Measurement of apoptotic cells

Apoptotic cells were detected using an ApoAlert Annexin-V kit from Clontech (Mountain View, CA, USA) according to the manufacturer’s instructions. The percentage of apoptotic cells was determined by fluorescence-activated cell sorter analysis.
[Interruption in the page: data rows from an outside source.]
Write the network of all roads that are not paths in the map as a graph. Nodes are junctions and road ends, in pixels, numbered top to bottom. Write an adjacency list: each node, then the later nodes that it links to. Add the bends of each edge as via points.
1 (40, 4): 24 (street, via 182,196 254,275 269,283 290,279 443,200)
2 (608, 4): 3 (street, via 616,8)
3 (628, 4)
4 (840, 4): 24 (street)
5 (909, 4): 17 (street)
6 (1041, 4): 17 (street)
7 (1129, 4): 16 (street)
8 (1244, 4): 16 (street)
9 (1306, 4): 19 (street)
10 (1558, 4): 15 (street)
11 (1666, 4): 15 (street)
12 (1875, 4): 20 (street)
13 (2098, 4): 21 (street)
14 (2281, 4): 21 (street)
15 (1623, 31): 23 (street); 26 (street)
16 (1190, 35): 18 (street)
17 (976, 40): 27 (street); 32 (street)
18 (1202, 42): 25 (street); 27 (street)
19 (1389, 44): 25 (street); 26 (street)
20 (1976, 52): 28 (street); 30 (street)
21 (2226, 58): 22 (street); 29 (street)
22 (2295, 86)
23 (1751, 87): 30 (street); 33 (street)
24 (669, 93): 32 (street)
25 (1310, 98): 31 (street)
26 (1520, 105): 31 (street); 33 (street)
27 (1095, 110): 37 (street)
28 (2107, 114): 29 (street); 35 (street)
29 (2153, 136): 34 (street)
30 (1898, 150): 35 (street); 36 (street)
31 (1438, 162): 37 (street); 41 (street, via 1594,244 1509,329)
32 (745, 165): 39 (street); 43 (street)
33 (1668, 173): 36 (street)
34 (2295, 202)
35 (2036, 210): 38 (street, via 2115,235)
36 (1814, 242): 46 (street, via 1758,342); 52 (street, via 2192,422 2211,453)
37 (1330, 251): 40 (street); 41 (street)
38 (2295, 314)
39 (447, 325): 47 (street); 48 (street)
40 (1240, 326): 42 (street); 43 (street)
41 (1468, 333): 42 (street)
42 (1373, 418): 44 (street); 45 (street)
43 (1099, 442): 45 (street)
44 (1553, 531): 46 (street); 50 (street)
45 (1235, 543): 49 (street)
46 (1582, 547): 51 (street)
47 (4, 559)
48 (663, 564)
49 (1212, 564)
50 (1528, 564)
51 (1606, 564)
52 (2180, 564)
Lung cancer xenografts and treatments

Animal experiments were approved by the Institutional Animal Care and Use Committee of Emory University. Six-week-old Nu/Nu nude mice were purchased from Harlan (Indianapolis, IN, USA) and housed under pathogen-free conditions in microisolator cages. Xenografts were raised by injecting 5 × 106 H1299 cells expressing control shRNA or Ku70 shRNA in a balanced salt solution into subcutaneous tissue at the flank region of nude mice. The tumors were allowed to grow to an average volume of 250 mm3 before initiation of therapy as described.24 H1299 xenografts were randomized into four groups (n=8 per group) as follows: (1) control shRNA; (2) Ku70 shRNA; (3) control shRNA+ABT-737 (50 mg/kg/day, i.p.); (4) Ku70 shRNA+ABT-737 (50 mg/kg/day, i.p.). Tumor volume (V) was measured by caliper measurements once every 2 days and calculated with the formula: V=L × W2/2 (L: length; W: width) as described.46 After 12 consecutive days of treatment, all mice were killed by inhaled CO2. The tumors were then removed, weighed and fixed with formalin for IHC.

IHC staining

Tumors were harvested, fixed in formalin and embedded in paraffin. Representative sections from paraffin-embedded tumor tissues were analyzed by IHC staining using an active caspase 3-specific antibody. Active caspase-positive cells in tumor tissues were scored at × 400 magnification. The average number of positive cells per 0.0625 mm2 area was determined from three separate fields in each of three independent tumor samples as described.24

Statistical analysis

Significant differences between two groups were analyzed using two-sided unpaired Student’s t-test and P-value <0.05 was considered statistically significant.